--- INPUT DATA ---

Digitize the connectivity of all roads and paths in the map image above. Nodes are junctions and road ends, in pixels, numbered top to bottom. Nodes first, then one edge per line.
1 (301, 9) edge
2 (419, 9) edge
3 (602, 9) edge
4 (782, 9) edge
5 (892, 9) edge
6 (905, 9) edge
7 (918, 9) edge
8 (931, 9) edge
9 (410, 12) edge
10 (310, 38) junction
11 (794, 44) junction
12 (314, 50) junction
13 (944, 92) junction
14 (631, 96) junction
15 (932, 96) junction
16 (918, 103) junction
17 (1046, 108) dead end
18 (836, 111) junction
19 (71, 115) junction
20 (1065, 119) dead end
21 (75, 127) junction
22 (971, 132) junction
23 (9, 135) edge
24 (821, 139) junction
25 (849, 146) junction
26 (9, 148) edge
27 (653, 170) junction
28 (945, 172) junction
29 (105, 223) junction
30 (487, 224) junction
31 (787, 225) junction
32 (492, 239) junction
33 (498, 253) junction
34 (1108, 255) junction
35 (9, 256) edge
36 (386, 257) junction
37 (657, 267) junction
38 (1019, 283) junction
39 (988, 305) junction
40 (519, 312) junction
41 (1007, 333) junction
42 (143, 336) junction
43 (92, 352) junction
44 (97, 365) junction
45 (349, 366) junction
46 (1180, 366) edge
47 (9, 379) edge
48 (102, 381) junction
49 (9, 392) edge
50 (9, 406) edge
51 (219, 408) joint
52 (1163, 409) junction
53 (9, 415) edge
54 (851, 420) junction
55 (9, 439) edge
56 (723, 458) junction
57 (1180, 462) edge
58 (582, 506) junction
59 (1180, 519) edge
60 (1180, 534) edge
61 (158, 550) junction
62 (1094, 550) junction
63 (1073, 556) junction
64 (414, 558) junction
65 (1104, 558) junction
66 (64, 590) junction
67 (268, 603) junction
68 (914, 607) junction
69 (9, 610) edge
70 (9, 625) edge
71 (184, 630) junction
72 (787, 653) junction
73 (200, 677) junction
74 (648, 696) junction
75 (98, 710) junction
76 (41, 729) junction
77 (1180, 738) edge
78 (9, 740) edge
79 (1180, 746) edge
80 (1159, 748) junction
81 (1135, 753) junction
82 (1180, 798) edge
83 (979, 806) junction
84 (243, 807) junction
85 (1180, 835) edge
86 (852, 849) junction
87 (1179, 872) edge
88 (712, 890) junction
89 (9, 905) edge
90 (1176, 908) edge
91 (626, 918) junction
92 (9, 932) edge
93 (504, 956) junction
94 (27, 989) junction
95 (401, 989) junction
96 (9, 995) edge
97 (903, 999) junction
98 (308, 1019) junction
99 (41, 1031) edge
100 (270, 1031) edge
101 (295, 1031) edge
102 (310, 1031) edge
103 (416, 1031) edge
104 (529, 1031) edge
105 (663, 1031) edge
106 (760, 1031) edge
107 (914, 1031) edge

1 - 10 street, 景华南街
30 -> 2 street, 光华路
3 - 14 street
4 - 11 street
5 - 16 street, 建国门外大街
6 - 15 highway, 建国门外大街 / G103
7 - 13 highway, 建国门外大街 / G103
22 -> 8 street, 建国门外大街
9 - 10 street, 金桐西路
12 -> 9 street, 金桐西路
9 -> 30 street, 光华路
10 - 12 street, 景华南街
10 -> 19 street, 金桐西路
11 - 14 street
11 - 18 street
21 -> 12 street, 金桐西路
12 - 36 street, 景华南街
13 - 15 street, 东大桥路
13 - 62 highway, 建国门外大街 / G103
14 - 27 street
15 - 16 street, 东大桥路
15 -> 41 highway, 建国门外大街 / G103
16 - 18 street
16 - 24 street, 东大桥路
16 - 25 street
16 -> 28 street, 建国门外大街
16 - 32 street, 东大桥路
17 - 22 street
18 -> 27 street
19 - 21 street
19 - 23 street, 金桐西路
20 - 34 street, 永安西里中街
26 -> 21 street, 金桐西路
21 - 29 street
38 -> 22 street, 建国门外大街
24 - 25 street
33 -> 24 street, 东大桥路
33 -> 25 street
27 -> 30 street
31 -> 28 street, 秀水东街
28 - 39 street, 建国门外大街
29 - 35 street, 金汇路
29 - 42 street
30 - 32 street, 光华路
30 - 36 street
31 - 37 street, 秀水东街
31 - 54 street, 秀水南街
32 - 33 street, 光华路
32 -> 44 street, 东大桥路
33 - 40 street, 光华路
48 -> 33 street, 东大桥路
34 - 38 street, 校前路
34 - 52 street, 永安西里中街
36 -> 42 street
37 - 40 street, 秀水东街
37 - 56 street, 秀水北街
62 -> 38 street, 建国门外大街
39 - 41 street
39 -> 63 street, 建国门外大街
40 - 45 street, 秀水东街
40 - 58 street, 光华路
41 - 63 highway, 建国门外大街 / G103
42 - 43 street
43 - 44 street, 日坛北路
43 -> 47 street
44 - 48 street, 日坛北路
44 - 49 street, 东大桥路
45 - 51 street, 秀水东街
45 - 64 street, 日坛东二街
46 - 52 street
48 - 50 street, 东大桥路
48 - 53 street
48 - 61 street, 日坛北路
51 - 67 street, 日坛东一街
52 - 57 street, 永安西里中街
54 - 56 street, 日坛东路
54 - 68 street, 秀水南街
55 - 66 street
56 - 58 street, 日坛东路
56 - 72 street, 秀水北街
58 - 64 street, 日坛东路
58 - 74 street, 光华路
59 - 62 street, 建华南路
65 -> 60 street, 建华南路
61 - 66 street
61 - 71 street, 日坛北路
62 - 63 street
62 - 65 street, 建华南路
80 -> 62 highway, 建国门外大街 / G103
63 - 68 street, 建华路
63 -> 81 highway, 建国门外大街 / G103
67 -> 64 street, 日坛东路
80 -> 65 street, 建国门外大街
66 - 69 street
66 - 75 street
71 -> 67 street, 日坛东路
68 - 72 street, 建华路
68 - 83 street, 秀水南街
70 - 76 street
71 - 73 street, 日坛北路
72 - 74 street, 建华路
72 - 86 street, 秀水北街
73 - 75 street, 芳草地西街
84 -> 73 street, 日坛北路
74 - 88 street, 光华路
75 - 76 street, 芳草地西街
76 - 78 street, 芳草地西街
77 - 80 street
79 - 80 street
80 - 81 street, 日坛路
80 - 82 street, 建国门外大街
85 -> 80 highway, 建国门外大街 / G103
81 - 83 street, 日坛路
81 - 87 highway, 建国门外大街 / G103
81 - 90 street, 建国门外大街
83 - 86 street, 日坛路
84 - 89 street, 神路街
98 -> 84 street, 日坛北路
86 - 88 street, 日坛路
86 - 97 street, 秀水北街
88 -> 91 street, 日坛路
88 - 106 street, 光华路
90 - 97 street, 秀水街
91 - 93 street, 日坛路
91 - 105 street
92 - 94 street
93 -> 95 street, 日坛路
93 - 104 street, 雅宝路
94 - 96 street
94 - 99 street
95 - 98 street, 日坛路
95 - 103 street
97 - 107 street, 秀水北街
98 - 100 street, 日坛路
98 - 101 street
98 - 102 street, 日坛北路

---

YOUR GOAL:
In this exercise, reproduce the material word for word, in full.

TASK ANSWER:
Digitize the connectivity of all roads and paths in the map image above. Nodes are junctions and road ends, in pixels, numbered top to bottom. Nodes first, then one edge per line.
1 (301, 9) edge
2 (419, 9) edge
3 (602, 9) edge
4 (782, 9) edge
5 (892, 9) edge
6 (905, 9) edge
7 (918, 9) edge
8 (931, 9) edge
9 (410, 12) edge
10 (310, 38) junction
11 (794, 44) junction
12 (314, 50) junction
13 (944, 92) junction
14 (631, 96) junction
15 (932, 96) junction
16 (918, 103) junction
17 (1046, 108) dead end
18 (836, 111) junction
19 (71, 115) junction
20 (1065, 119) dead end
21 (75, 127) junction
22 (971, 132) junction
23 (9, 135) edge
24 (821, 139) junction
25 (849, 146) junction
26 (9, 148) edge
27 (653, 170) junction
28 (945, 172) junction
29 (105, 223) junction
30 (487, 224) junction
31 (787, 225) junction
32 (492, 239) junction
33 (498, 253) junction
34 (1108, 255) junction
35 (9, 256) edge
36 (386, 257) junction
37 (657, 267) junction
38 (1019, 283) junction
39 (988, 305) junction
40 (519, 312) junction
41 (1007, 333) junction
42 (143, 336) junction
43 (92, 352) junction
44 (97, 365) junction
45 (349, 366) junction
46 (1180, 366) edge
47 (9, 379) edge
48 (102, 381) junction
49 (9, 392) edge
50 (9, 406) edge
51 (219, 408) joint
52 (1163, 409) junction
53 (9, 415) edge
54 (851, 420) junction
55 (9, 439) edge
56 (723, 458) junction
57 (1180, 462) edge
58 (582, 506) junction
59 (1180, 519) edge
60 (1180, 534) edge
61 (158, 550) junction
62 (1094, 550) junction
63 (1073, 556) junction
64 (414, 558) junction
65 (1104, 558) junction
66 (64, 590) junction
67 (268, 603) junction
68 (914, 607) junction
69 (9, 610) edge
70 (9, 625) edge
71 (184, 630) junction
72 (787, 653) junction
73 (200, 677) junction
74 (648, 696) junction
75 (98, 710) junction
76 (41, 729) junction
77 (1180, 738) edge
78 (9, 740) edge
79 (1180, 746) edge
80 (1159, 748) junction
81 (1135, 753) junction
82 (1180, 798) edge
83 (979, 806) junction
84 (243, 807) junction
85 (1180, 835) edge
86 (852, 849) junction
87 (1179, 872) edge
88 (712, 890) junction
89 (9, 905) edge
90 (1176, 908) edge
91 (626, 918) junction
92 (9, 932) edge
93 (504, 956) junction
94 (27, 989) junction
95 (401, 989) junction
96 (9, 995) edge
97 (903, 999) junction
98 (308, 1019) junction
99 (41, 1031) edge
100 (270, 1031) edge
101 (295, 1031) edge
102 (310, 1031) edge
103 (416, 1031) edge
104 (529, 1031) edge
105 (663, 1031) edge
106 (760, 1031) edge
107 (914, 1031) edge

1 - 10 street, 景华南街
30 -> 2 street, 光华路
3 - 14 street
4 - 11 street
5 - 16 street, 建国门外大街
6 - 15 highway, 建国门外大街 / G103
7 - 13 highway, 建国门外大街 / G103
22 -> 8 street, 建国门外大街
9 - 10 street, 金桐西路
12 -> 9 street, 金桐西路
9 -> 30 street, 光华路
10 - 12 street, 景华南街
10 -> 19 street, 金桐西路
11 - 14 street
11 - 18 street
21 -> 12 street, 金桐西路
12 - 36 street, 景华南街
13 - 15 street, 东大桥路
13 - 62 highway, 建国门外大街 / G103
14 - 27 street
15 - 16 street, 东大桥路
15 -> 41 highway, 建国门外大街 / G103
16 - 18 street
16 - 24 street, 东大桥路
16 - 25 street
16 -> 28 street, 建国门外大街
16 - 32 street, 东大桥路
17 - 22 street
18 -> 27 street
19 - 21 street
19 - 23 street, 金桐西路
20 - 34 street, 永安西里中街
26 -> 21 street, 金桐西路
21 - 29 street
38 -> 22 street, 建国门外大街
24 - 25 street
33 -> 24 street, 东大桥路
33 -> 25 street
27 -> 30 street
31 -> 28 street, 秀水东街
28 - 39 street, 建国门外大街
29 - 35 street, 金汇路
29 - 42 street
30 - 32 street, 光华路
30 - 36 street
31 - 37 street, 秀水东街
31 - 54 street, 秀水南街
32 - 33 street, 光华路
32 -> 44 street, 东大桥路
33 - 40 street, 光华路
48 -> 33 street, 东大桥路
34 - 38 street, 校前路
34 - 52 street, 永安西里中街
36 -> 42 street
37 - 40 street, 秀水东街
37 - 56 street, 秀水北街
62 -> 38 street, 建国门外大街
39 - 41 street
39 -> 63 street, 建国门外大街
40 - 45 street, 秀水东街
40 - 58 street, 光华路
41 - 63 highway, 建国门外大街 / G103
42 - 43 street
43 - 44 street, 日坛北路
43 -> 47 street
44 - 48 street, 日坛北路
44 - 49 street, 东大桥路
45 - 51 street, 秀水东街
45 - 64 street, 日坛东二街
46 - 52 street
48 - 50 street, 东大桥路
48 - 53 street
48 - 61 street, 日坛北路
51 - 67 street, 日坛东一街
52 - 57 street, 永安西里中街
54 - 56 street, 日坛东路
54 - 68 street, 秀水南街
55 - 66 street
56 - 58 street, 日坛东路
56 - 72 street, 秀水北街
58 - 64 street, 日坛东路
58 - 74 street, 光华路
59 - 62 street, 建华南路
65 -> 60 street, 建华南路
61 - 66 street
61 - 71 street, 日坛北路
62 - 63 street
62 - 65 street, 建华南路
80 -> 62 highway, 建国门外大街 / G103
63 - 68 street, 建华路
63 -> 81 highway, 建国门外大街 / G103
67 -> 64 street, 日坛东路
80 -> 65 street, 建国门外大街
66 - 69 street
66 - 75 street
71 -> 67 street, 日坛东路
68 - 72 street, 建华路
68 - 83 street, 秀水南街
70 - 76 street
71 - 73 street, 日坛北路
72 - 74 street, 建华路
72 - 86 street, 秀水北街
73 - 75 street, 芳草地西街
84 -> 73 street, 日坛北路
74 - 88 street, 光华路
75 - 76 street, 芳草地西街
76 - 78 street, 芳草地西街
77 - 80 street
79 - 80 street
80 - 81 street, 日坛路
80 - 82 street, 建国门外大街
85 -> 80 highway, 建国门外大街 / G103
81 - 83 street, 日坛路
81 - 87 highway, 建国门外大街 / G103
81 - 90 street, 建国门外大街
83 - 86 street, 日坛路
84 - 89 street, 神路街
98 -> 84 street, 日坛北路
86 - 88 street, 日坛路
86 - 97 street, 秀水北街
88 -> 91 street, 日坛路
88 - 106 street, 光华路
90 - 97 street, 秀水街
91 - 93 street, 日坛路
91 - 105 street
92 - 94 street
93 -> 95 street, 日坛路
93 - 104 street, 雅宝路
94 - 96 street
94 - 99 street
95 - 98 street, 日坛路
95 - 103 street
97 - 107 street, 秀水北街
98 - 100 street, 日坛路
98 - 101 street
98 - 102 street, 日坛北路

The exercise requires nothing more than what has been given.